Abstract: FR-PO0643
EB1-Regulated Microtubule Dynamics Drive Cyst Formation in ADPKD
Session Information
- Cystic Kidney Diseases: Basic and Translational Research
November 07, 2025 | Location: Exhibit Hall, Convention Center
Abstract Time: 10:00 AM - 12:00 PM
Category: Genetic Diseases of the Kidneys
- 1201 Genetic Diseases of the Kidneys: Monogenic Kidney Diseases
Authors
- Cebotaru, Valeriu, University of Maryland Baltimore School of Medicine, Baltimore, Maryland, United States
- Barron, Eilley W, University of Maryland Baltimore School of Medicine, Baltimore, Maryland, United States
- Outeda, Patricia, University of Maryland Baltimore School of Medicine, Baltimore, Maryland, United States
- Yao, Qin None, University of Maryland Baltimore School of Medicine, Baltimore, Maryland, United States
- Watnick, Terry J., University of Maryland Baltimore School of Medicine, Baltimore, Maryland, United States
Background
Autosomal dominant polycystic kidney disease (ADPKD) is a genetic disease that affects up to 1 in 500 people and leads to end-stage renal disease in 50% of those affected.
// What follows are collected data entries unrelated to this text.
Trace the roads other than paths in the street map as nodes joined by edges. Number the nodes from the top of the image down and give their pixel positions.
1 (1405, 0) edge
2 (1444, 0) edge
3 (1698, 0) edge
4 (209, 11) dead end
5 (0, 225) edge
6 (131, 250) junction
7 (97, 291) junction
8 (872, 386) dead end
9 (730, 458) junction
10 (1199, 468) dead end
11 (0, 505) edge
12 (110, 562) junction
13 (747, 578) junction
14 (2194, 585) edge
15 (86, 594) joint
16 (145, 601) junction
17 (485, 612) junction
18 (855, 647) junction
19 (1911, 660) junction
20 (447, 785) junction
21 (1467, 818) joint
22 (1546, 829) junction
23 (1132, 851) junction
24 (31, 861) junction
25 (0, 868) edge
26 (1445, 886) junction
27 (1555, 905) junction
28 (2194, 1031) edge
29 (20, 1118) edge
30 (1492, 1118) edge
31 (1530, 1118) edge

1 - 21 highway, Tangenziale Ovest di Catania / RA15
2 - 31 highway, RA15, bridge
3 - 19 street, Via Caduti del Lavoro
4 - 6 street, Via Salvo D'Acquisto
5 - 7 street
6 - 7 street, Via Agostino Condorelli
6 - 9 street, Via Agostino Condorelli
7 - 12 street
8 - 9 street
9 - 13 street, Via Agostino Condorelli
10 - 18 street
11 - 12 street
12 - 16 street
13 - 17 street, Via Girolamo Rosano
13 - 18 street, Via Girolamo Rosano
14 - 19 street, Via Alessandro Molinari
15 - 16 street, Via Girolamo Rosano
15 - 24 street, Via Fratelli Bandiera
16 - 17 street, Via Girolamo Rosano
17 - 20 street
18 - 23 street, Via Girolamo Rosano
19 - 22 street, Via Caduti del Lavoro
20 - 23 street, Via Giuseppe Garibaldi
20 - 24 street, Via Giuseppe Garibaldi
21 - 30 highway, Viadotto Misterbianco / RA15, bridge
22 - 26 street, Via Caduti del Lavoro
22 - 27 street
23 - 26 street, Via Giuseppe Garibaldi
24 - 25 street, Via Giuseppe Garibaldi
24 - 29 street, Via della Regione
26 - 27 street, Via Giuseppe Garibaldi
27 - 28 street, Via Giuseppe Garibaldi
The causative genes Polycystic kidney disease 1 gene (PKD1) and PKD2 encoding for polycystin-1 (PC1) and polycystin-2 (PC2), respectively, were discovered more than 25 years ago. However, the precise mechanisms that cause cyst formation remain unclear. Microtubules (MTs) are essential cytoskeleton elements and play critical roles in cellular processes implicated in ADPKD, such as maintenance of cell shape and polarity, cell migration, and cell division. Here, we sought to test whether MTs are implicated in cyst formation.
Methods
We examined MT dynamics and their regulation in Pkd1 mutant and WT cells. Next, we treated conditional Pkd1 knockout mice with mebendazole, an MT targeting agent and examined cyst growth, and renal function.
Results
We demonstrate that MT dynamics are enhanced in Pkd1 mutant cells. This increase is driven by GSK3β activation, which accelerates MT growth through phosphorylation of end-binding protein 1 (EB1) at serine 155. We found that treatment with mebendazole slowed cyst progression and improved renal function in a Pkd1 ADPKD mouse model.
Conclusion
Taken together, our findings demonstrate that microtubule dynamics are altered in Pkd1 mutant cells and contribute to cyst formation. GSK3β-mediated phosphorylation of EB1 enhances microtubule growth, promoting cystogenesis. Importantly, treatment with mebendazole attenuates cyst growth and improves renal function in the Pkd1 knockout mouse model. These results highlight a novel role for microtubules in polycystic kidney disease and suggest that mebendazole may be a promising therapeutic candidate.
Funding
- NIDDK Support